Pour retrouver la passion authentique de l’amour, Falk Richter et Anouk van Dijk en appellent dans Rausch à la révolution anticapitaliste. Un spectacle qui ne manque pas d’élan, mais trop simpliste dans sa vision de la société pour convaincre vraiment.
L’aliénation a de beaux jours devant elle. Surtout quand ce n’est pas seulement dans le monde du travail qu’elle sévit, mais au sein de la vie de couple. « C’est peut-être une erreur dans l’histoire humaine de croire qu’on peut vivre heureux à deux ? » Peut-être bien, en effet. Il y a quelque chose de charmant dans la naïveté de ce constat sans doute aussi ancien que l’histoire humaine. Rausch, quatrième spectacle du metteur en scène Falk Richter et de la chorégraphe Anouk van Dijk ne craint pas d’enfoncer allègrement quelques portes ouvertes. Très physique, alternant danse et jeu, cette incursion dans la question du couple à l’heure de Facebook lie le problème amoureux aux errances du capitalisme financier contemporain. Le rapport de cause à effet n’est pourtant pas si évident. Posé de cette façon le problème évoque même le traitement de sujets de société en vogue dans les magazines de mode.
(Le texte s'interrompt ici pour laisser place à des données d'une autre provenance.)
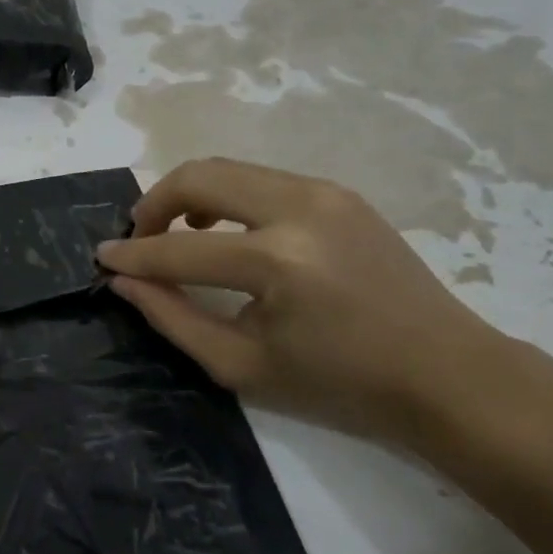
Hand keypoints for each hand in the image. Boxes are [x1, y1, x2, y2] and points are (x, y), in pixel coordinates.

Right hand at [97, 157, 518, 444]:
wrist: (449, 375)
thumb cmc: (343, 385)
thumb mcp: (243, 366)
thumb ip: (174, 318)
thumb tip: (125, 281)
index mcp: (279, 262)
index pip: (180, 249)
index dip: (133, 255)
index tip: (103, 258)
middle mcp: (299, 208)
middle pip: (199, 176)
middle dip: (154, 203)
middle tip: (139, 238)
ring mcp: (324, 192)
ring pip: (228, 168)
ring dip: (189, 195)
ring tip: (178, 234)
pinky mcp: (338, 192)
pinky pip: (260, 179)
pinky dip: (227, 196)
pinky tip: (226, 232)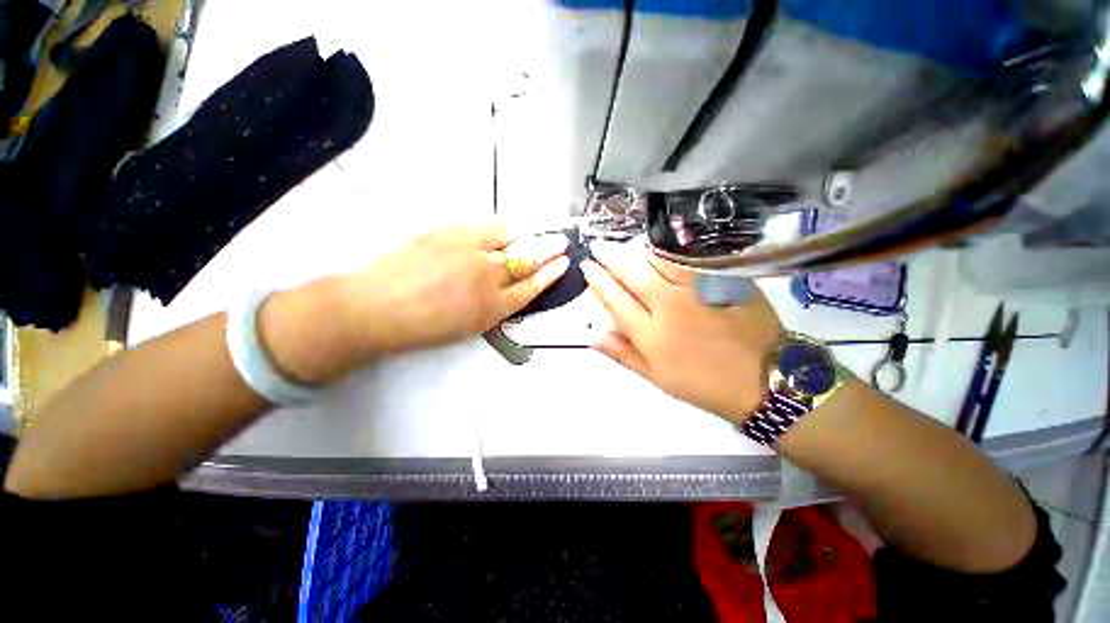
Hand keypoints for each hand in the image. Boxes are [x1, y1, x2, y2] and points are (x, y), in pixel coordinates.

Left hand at [340, 224, 568, 354]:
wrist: (375, 308)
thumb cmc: (422, 327)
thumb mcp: (469, 326)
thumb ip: (494, 306)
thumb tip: (508, 287)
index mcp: (493, 307)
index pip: (532, 287)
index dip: (550, 275)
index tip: (563, 264)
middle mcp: (488, 277)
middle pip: (528, 259)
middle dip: (548, 250)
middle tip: (561, 242)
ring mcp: (469, 251)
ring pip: (508, 238)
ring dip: (522, 238)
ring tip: (525, 237)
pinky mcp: (449, 233)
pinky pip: (483, 227)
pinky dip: (496, 230)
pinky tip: (498, 232)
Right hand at [581, 241, 782, 423]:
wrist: (763, 378)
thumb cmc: (703, 384)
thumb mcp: (657, 378)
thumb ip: (623, 354)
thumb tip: (593, 335)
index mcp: (651, 335)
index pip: (615, 299)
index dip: (598, 281)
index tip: (587, 267)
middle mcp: (670, 307)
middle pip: (633, 274)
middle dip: (610, 257)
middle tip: (598, 246)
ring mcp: (697, 291)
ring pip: (659, 261)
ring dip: (636, 249)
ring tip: (624, 244)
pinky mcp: (722, 281)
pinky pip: (689, 260)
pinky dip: (669, 251)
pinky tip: (658, 247)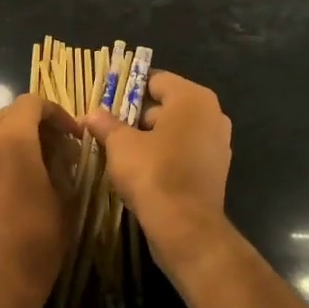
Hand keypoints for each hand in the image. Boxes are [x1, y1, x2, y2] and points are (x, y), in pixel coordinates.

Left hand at [0, 94, 75, 307]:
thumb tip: (64, 152)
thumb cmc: (36, 245)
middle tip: (61, 151)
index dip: (57, 114)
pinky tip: (6, 180)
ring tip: (36, 165)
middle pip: (11, 115)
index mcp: (12, 140)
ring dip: (15, 139)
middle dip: (38, 126)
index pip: (33, 103)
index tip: (73, 137)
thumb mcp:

On a donc, par exemple, un type malheureux comme les pierres parce que sa copine persiste à afficher « célibataire » sur sa page Facebook alors que lui a changé son statut pour « en couple ». Drame. L’homme est totalement déboussolé par la liberté insolente de sa partenaire. Mais que veut-il exactement ? Ils consultent un psychothérapeute. Au passage, on découvre que l’aimée interprète sa relation de couple comme un travail.
Le psy suggère que le type accorde plus d’espace de liberté à sa compagne. Bon, tout ça n’est pas énoncé de façon linéaire, mais s’intègre dans un ensemble chorégraphié – entre duos et mouvements collectifs – qui permet une forme de distanciation sans pour autant atténuer le sentiment de premier degré quelque peu déconcertant du texte de Falk Richter qu’on a connu plus mordant et inspiré dans des spectacles comme Unter Eis ou My Secret Garden. Certes quand le type lui dit « je t’aime » et que la femme répond qu’elle attend mieux de sa part que ce genre de lieu commun, l’ironie fonctionne. Comme si les « like » de Facebook s’interposaient dans leur relation.
De là à dire que l’ennemi, c’est Facebook, il n’y a qu’un pas. Richter le franchit allègrement. Facebook n’est-elle pas une entreprise cotée en bourse ? C’est donc la finance qui s’interpose dans les rapports de couple. CQFD. Pour sauver l’amour, une solution, il faut faire la révolution. C’est quand même mieux de pleurer en recevant des gaz lacrymogènes que de pleurnicher bêtement sur son sort. D’autant que la révolution est aussi une façon de renouer avec le romantisme et ainsi de se reconnecter avec un sentiment amoureux authentique non médiatisé par cet espace fallacieux qu’est Facebook.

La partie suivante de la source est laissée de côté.